# What is needed
Copy all the records exactly, but keep the pictures out of your version.

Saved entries
···
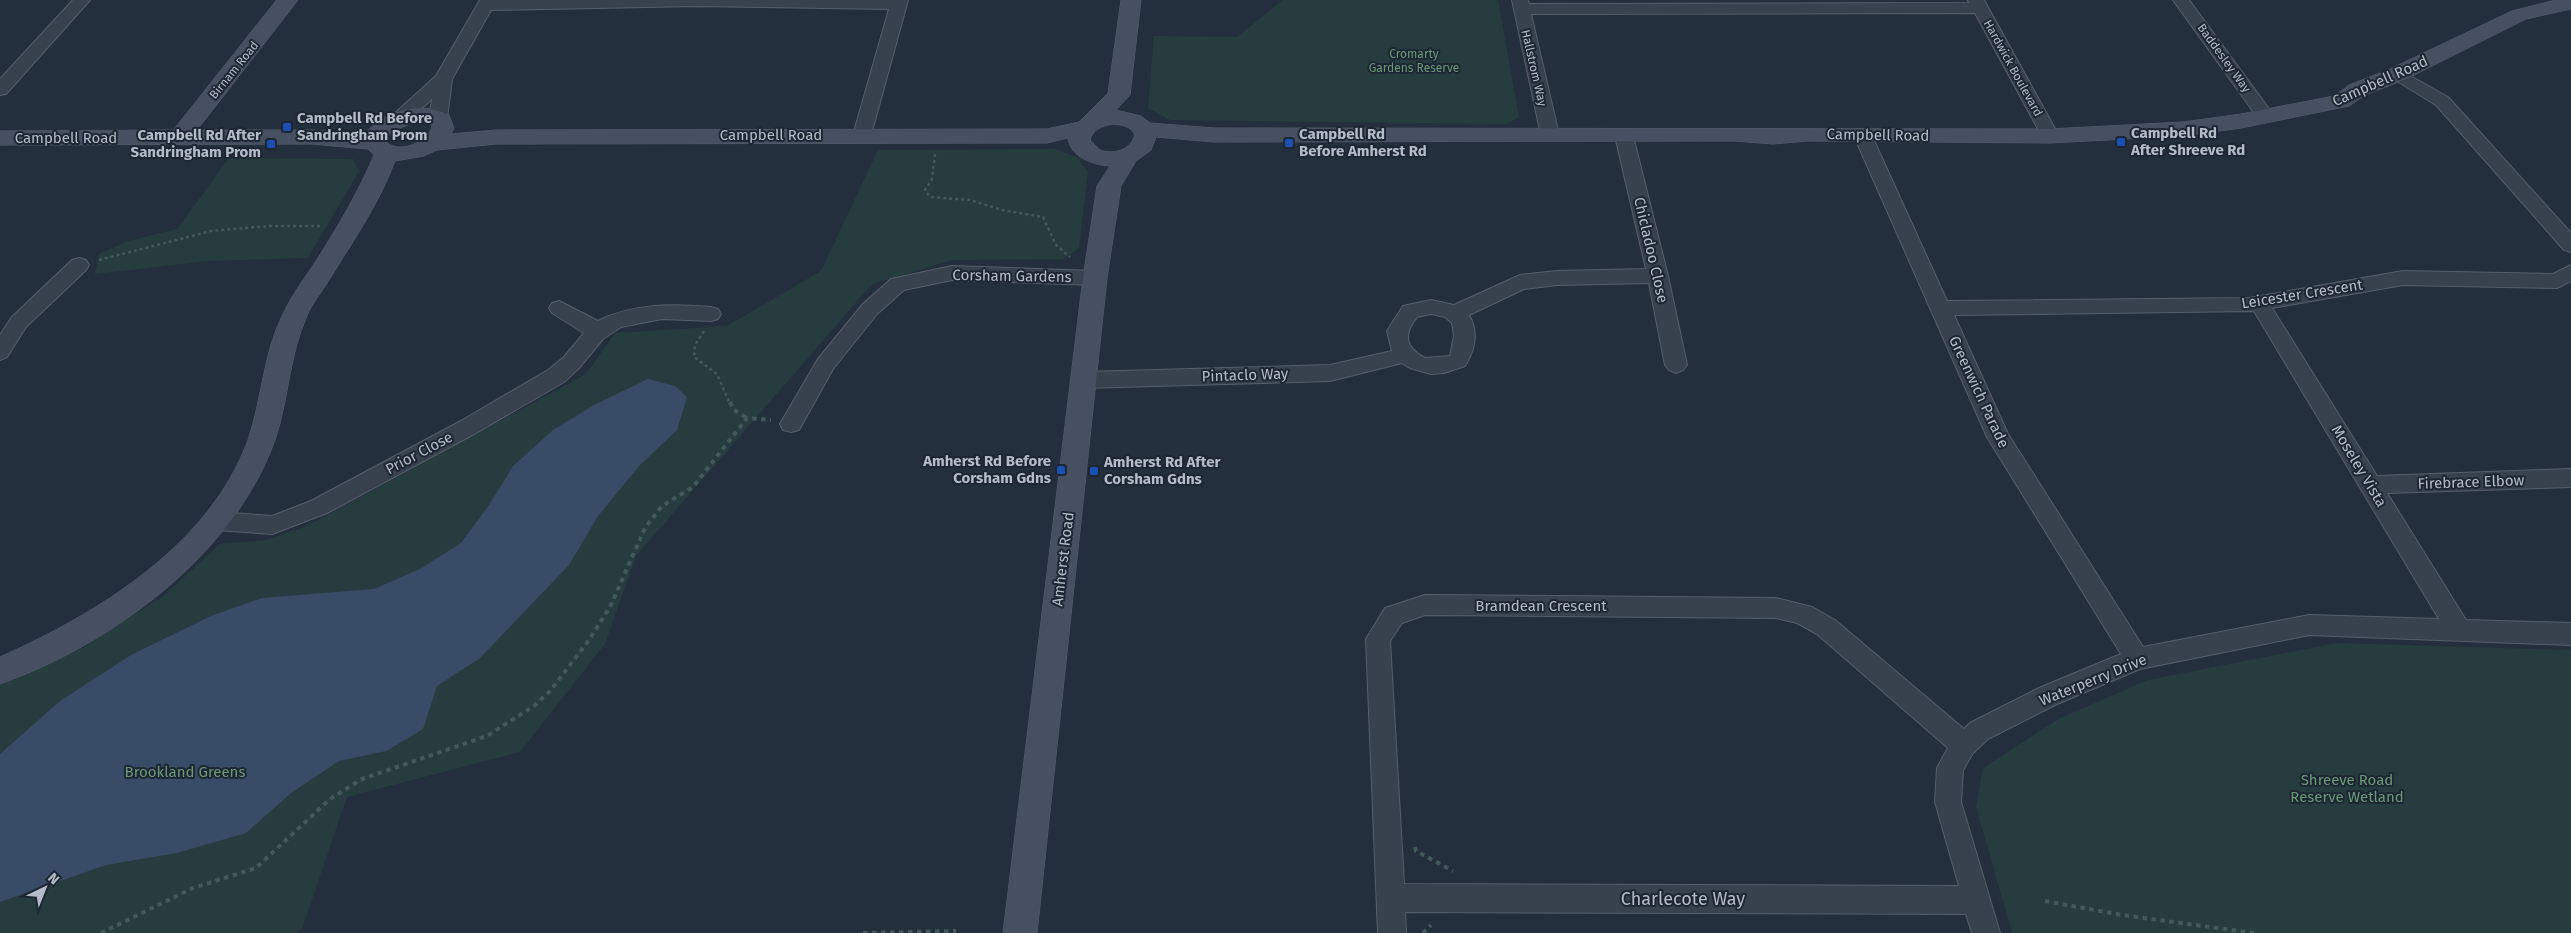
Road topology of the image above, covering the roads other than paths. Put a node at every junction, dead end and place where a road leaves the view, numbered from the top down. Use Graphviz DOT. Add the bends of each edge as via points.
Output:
graph roads {
  1 [pos="82,0"];
  2 [pos="288,0"];
  3 [pos="1132,0"];
  4 [pos="2181,0"];
  5 [pos="696,1"];
  6 [pos="487,2"];
  7 [pos="900,2"];
  8 [pos="2564,3"];
  9 [pos="1764,4"];
  10 [pos="1978,4"];
  11 [pos="1521,5"];
  12 [pos="2524,7"];
  13 [pos="2398,74"];
  14 [pos="443,79"];
  15 [pos="0,90"];
  16 [pos="1119,95"];
  17 [pos="2266,117"];
  18 [pos="440,120"];
  19 [pos="394,121"];
  20 [pos="862,135"];
  21 [pos="1550,135"];
  22 [pos="1624,136"];
  23 [pos="1863,136"];
  24 [pos="2050,136"];
  25 [pos="312,137"];
  26 [pos="496,137"];
  27 [pos="0,138"];
  28 [pos="179,138"];
  29 [pos="1089,138"];
  30 [pos="1136,138"];
  31 [pos="431,143"];
  32 [pos="381,148"];
  33 [pos="410,152"];
  34 [pos="1109,186"];
  35 [pos="372,190"];
  36 [pos="2571,245"];
  37 [pos="79,265"];
  38 [pos="2571,272"];
  39 [pos="1658,276"];
  40 [pos="1095,278"];
  41 [pos="2259,303"];
  42 [pos="559,308"];
  43 [pos="1940,308"];
  44 [pos="1455,313"];
  45 [pos="711,314"];
  46 [pos="598,331"];
  47 [pos="0,352"];
  48 [pos="1404,354"];
  49 [pos="1676,365"];
  50 [pos="1083,380"];
  51 [pos="791,424"];
  52 [pos="2571,478"];
  53 [pos="2370,485"];
  54 [pos="216,521"];
  55 [pos="2459,630"];
  56 [pos="2571,634"];
  57 [pos="2137,659"];
  58 [pos="0,671"];
  59 [pos="1964,745"];
  60 [pos="1390,898"];
  61 [pos="1977,900"];
  62 [pos="1020,933"];
  63 [pos="1392,933"];
  64 [pos="1986,933"];
  1 -- 15 [label="street"];
  2 -- 28 [label="street, Birnam Road"];
  3 -- 16 [label="street"];
  4 -- 17 [label="street, Baddesley Way"];
  5 -- 6 [label="street"];
  5 -- 7 [label="street"];
  6 -- 14 [label="street"];
  7 -- 20 [label="street"];
  8 -- 12 [label="street, Campbell Road"];
  9 -- 10 [label="street"];
  9 -- 11 [label="street"];
  10 -- 24 [label="street, Hardwick Boulevard"];
  11 -- 21 [label="street, Hallstrom Way"];
  12 -- 13 [label="street, Campbell Road"];
  13 -- 17 [label="street, Campbell Road" via="2357,90 2341,101"];
  13 -- 36 [label="street" via="2442,101"];
  14 -- 18 [label="street"];
  14 -- 19 [label="street"];
  16 -- 29 [label="street"];
  16 -- 30 [label="street"];
  17 -- 24 [label="street, Campbell Road" via="2183,129"];
  18 -- 19 [label="street, Campbell Road" via="425,114"];
  18 -- 26 [label="street, Campbell Road"];
  18 -- 31 [label="street" via="441,133"];
  19 -- 25 [label="street, Campbell Road"];
  19 -- 32 [label="street" via="378,133"];
  20 -- 26 [label="street, Campbell Road"];
  20 -- 29 [label="street, Campbell Road"];
  21 -- 22 [label="street, Campbell Road"];
  21 -- 30 [label="street, Campbell Road"];
  22 -- 23 [label="street, Campbell Road"];
  22 -- 39 [label="street, Chicladoo Close"];
  23 -- 24 [label="street, Campbell Road"];
  23 -- 43 [label="street, Greenwich Parade"];
  25 -- 28 [label="street, Campbell Road"];
  25 -- 32 [label="street, Campbell Road"];
  26 -- 31 [label="street, Campbell Road"];
  27 -- 28 [label="street, Campbell Road"];
  29 -- 30 [label="street" via="1113,117"];
  29 -- 30 [label="street" via="1117,159"];
  29 -- 34 [label="street"];
  30 -- 34 [label="street, Amherst Road"];
  31 -- 33 [label="street, Campbell Road"];
  32 -- 33 [label="street, Campbell Road"];
  32 -- 35 [label="street"];
  33 -- 35 [label="street"];
  34 -- 40 [label="street, Amherst Road"];
  35 -- 54 [label="street" via="294,315 261,439 246,477"];
  37 -- 47 [label="street" via="19,322"];
  38 -- 41 [label="street, Leicester Crescent" via="2557,280 2403,278"];
  39 -- 44 [label="street" via="1520,282"];
  39 -- 49 [label="street, Chicladoo Close"];
  40 -- 50 [label="street, Amherst Road"];
  40 -- 51 [label="street, Corsham Gardens" via="952,273 898,284 870,309 826,364"];
  41 -- 43 [label="street, Leicester Crescent"];
  41 -- 53 [label="street, Moseley Vista"];
  42 -- 46 [label="street"];
  43 -- 57 [label="street, Greenwich Parade" via="1998,437"];
  44 -- 48 [label="street" via="1431,307 1410,311 1400,324 1397,335"];
  44 -- 48 [label="street" via="1463,322 1465,348 1458,361 1428,366 1417,364"];
  45 -- 46 [label="street, Prior Close" via="652,312 633,315"];
  46 -- 54 [label="street, Prior Close" via="587,340 566,369 551,379 319,507 272,525"];
  48 -- 50 [label="street, Pintaclo Way" via="1392,360 1330,373"];
  50 -- 62 [label="street, Amherst Road"];
  52 -- 53 [label="street, Firebrace Elbow"];
  53 -- 55 [label="street, Moseley Vista"];
  54 -- 58 [label="street" via="157,579 82,631"];
  55 -- 56 [label="street"];
  55 -- 57 [label="street, Waterperry Drive" via="2309,625"];
  57 -- 59 [label="street, Waterperry Drive" via="2048,696 1979,731"];
  59 -- 60 [label="street, Bramdean Crescent" via="1826,627 1803,614 1776,608 1425,605 1394,614 1378,639"];
  59 -- 61 [label="street, Waterperry Drive" via="1950,768 1948,802"];
  60 -- 61 [label="street, Charlecote Way"];
  60 -- 63 [label="street, Bramdean Crescent"];
  61 -- 64 [label="street, Waterperry Drive"];
}
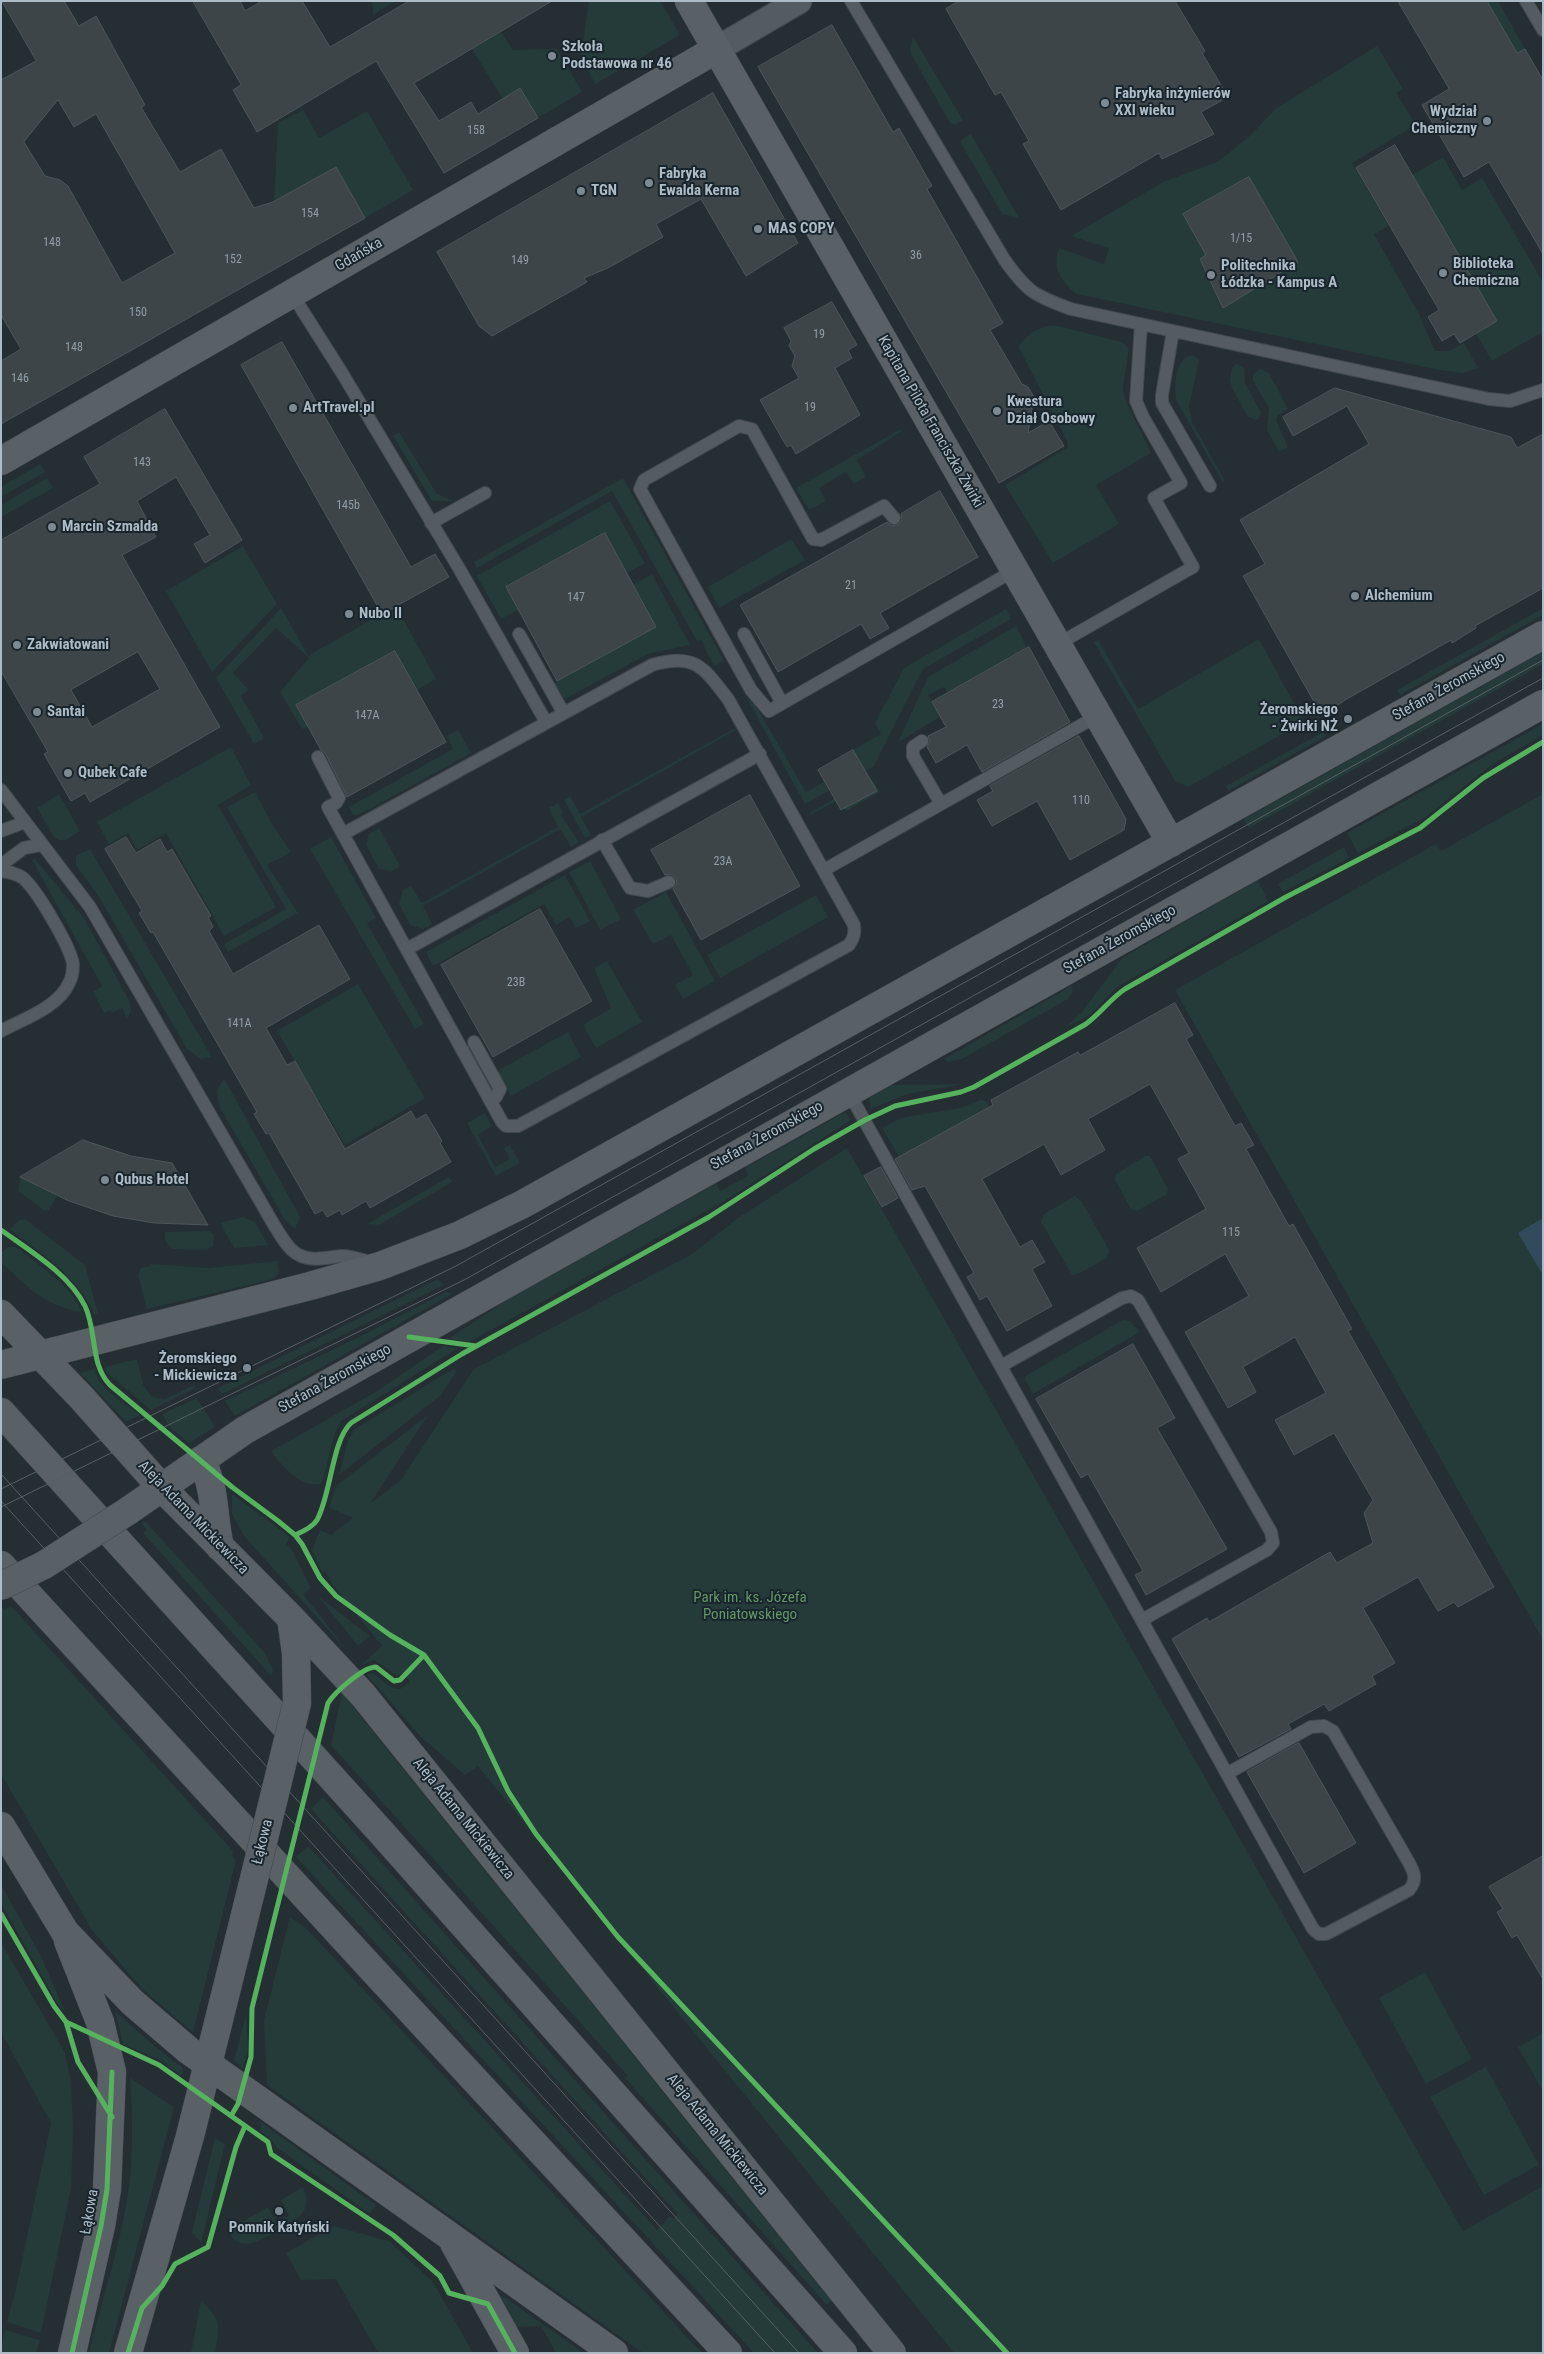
···
# Response area
Road topology of the image above, covering the roads other than paths. Put a node at every junction, dead end and place where a road leaves the view, numbered from the top down. Use Graphviz DOT. Add the bends of each edge as via points.
Output:
graph roads {
  1 [pos="82,0"];
  2 [pos="288,0"];
  3 [pos="1132,0"];
  4 [pos="2181,0"];
  5 [pos="696,1"];
  6 [pos="487,2"];
  7 [pos="900,2"];
  8 [pos="2564,3"];
  9 [pos="1764,4"];
  10 [pos="1978,4"];
  11 [pos="1521,5"];
  12 [pos="2524,7"];
  13 [pos="2398,74"];
  14 [pos="443,79"];
  15 [pos="0,90"];
  16 [pos="1119,95"];
  17 [pos="2266,117"];
  18 [pos="440,120"];
  19 [pos="394,121"];
  20 [pos="862,135"];
  21 [pos="1550,135"];
  22 [pos="1624,136"];
  23 [pos="1863,136"];
  24 [pos="2050,136"];
  25 [pos="312,137"];
  26 [pos="496,137"];
  27 [pos="0,138"];
  28 [pos="179,138"];
  29 [pos="1089,138"];
  30 [pos="1136,138"];
  31 [pos="431,143"];
  32 [pos="381,148"];
  33 [pos="410,152"];
  34 [pos="1109,186"];
  35 [pos="372,190"];
  36 [pos="2571,245"];
  37 [pos="79,265"];
  38 [pos="2571,272"];
  39 [pos="1658,276"];
  40 [pos="1095,278"];
  41 [pos="2259,303"];
  42 [pos="559,308"];
  43 [pos="1940,308"];
  44 [pos="1455,313"];
  45 [pos="711,314"];
  46 [pos="598,331"];
  47 [pos="0,352"];
  48 [pos="1404,354"];
  49 [pos="1676,365"];
  50 [pos="1083,380"];
  51 [pos="791,424"];
  52 [pos="2571,478"];
  53 [pos="2370,485"];
  54 [pos="216,521"];
  55 [pos="2459,630"];
  56 [pos="2571,634"];
  57 [pos="2137,659"];
  58 [pos="0,671"];
  59 [pos="1964,745"];
  60 [pos="1390,898"];
  61 [pos="1977,900"];
  62 [pos="1020,933"];
  63 [pos="1392,933"];
  64 [pos="1986,933"];
  1 -- 15 [label="street"];
  2 -- 28 [label="street, Birnam Road"];
  3 -- 16 [label="street"];
  4 -- 17 [label="street, Baddesley Way"];
  5 -- 6 [label="street"];
  5 -- 7 [label="street"];
  6 -- 14 [label="street"];
  7 -- 20 [label="street"];
  8 -- 12 [label="street, Campbell Road"];
  9 -- 10 [label="street"];
  9 -- 11 [label="street"];
  10 -- 24 [label="street, Hardwick Boulevard"];
  11 -- 21 [label="street, Hallstrom Way"];
  12 -- 13 [label="street, Campbell Road"];
  13 -- 17 [label="street, Campbell Road" via="2357,90 2341,101"];
  13 -- 36 [label="street" via="2442,101"];
  14 -- 18 [label="street"];
  14 -- 19 [label="street"];
  16 -- 29 [label="street"];
  16 -- 30 [label="street"];
  17 -- 24 [label="street, Campbell Road" via="2183,129"];
  18 -- 19 [label="street, Campbell Road" via="425,114"];
  18 -- 26 [label="street, Campbell Road"];
  18 -- 31 [label="street" via="441,133"];
  19 -- 25 [label="street, Campbell Road"];
  19 -- 32 [label="street" via="378,133"];
  20 -- 26 [label="street, Campbell Road"];
  20 -- 29 [label="street, Campbell Road"];
  21 -- 22 [label="street, Campbell Road"];
  21 -- 30 [label="street, Campbell Road"];
  22 -- 23 [label="street, Campbell Road"];
  22 -- 39 [label="street, Chicladoo Close"];
  23 -- 24 [label="street, Campbell Road"];
  23 -- 43 [label="street, Greenwich Parade"];
  25 -- 28 [label="street, Campbell Road"];
  25 -- 32 [label="street, Campbell Road"];
  26 -- 31 [label="street, Campbell Road"];
  27 -- 28 [label="street, Campbell Road"];
  29 -- 30 [label="street" via="1113,117"];
  29 -- 30 [label="street" via="1117,159"];
  29 -- 34 [label="street"];
  30 -- 34 [label="street, Amherst Road"];
  31 -- 33 [label="street, Campbell Road"];
  32 -- 33 [label="street, Campbell Road"];
  32 -- 35 [label="street"];
  33 -- 35 [label="street"];
  34 -- 40 [label="street, Amherst Road"];
  35 -- 54 [label="street" via="294,315 261,439 246,477"];
  37 -- 47 [label="street" via="19,322"];
  38 -- 41 [label="street, Leicester Crescent" via="2557,280 2403,278"];
  39 -- 44 [label="street" via="1520,282"];
  39 -- 49 [label="street, Chicladoo Close"];
  40 -- 50 [label="street, Amherst Road"];
  40 -- 51 [label="street, Corsham Gardens" via="952,273 898,284 870,309 826,364"];
  41 -- 43 [label="street, Leicester Crescent"];
  41 -- 53 [label="street, Moseley Vista"];
  42 -- 46 [label="street"];
  43 -- 57 [label="street, Greenwich Parade" via="1998,437"];
  44 -- 48 [label="street" via="1431,307 1410,311 1400,324 1397,335"];
  44 -- 48 [label="street" via="1463,322 1465,348 1458,361 1428,366 1417,364"];
  45 -- 46 [label="street, Prior Close" via="652,312 633,315"];
  46 -- 54 [label="street, Prior Close" via="587,340 566,369 551,379 319,507 272,525"];
  48 -- 50 [label="street, Pintaclo Way" via="1392,360 1330,373"];
  50 -- 62 [label="street, Amherst Road"];
  52 -- 53 [label="street, Firebrace Elbow"];
  53 -- 55 [label="street, Moseley Vista"];
  54 -- 58 [label="street" via="157,579 82,631"];
  55 -- 56 [label="street"];
  55 -- 57 [label="street, Waterperry Drive" via="2309,625"];
  57 -- 59 [label="street, Waterperry Drive" via="2048,696 1979,731"];
  59 -- 60 [label="street, Bramdean Crescent" via="1826,627 1803,614 1776,608 1425,605 1394,614 1378,639"];
  59 -- 61 [label="street, Waterperry Drive" via="1950,768 1948,802"];
  60 -- 61 [label="street, Charlecote Way"];
  60 -- 63 [label="street, Bramdean Crescent"];
  61 -- 64 [label="street, Waterperry Drive"];
}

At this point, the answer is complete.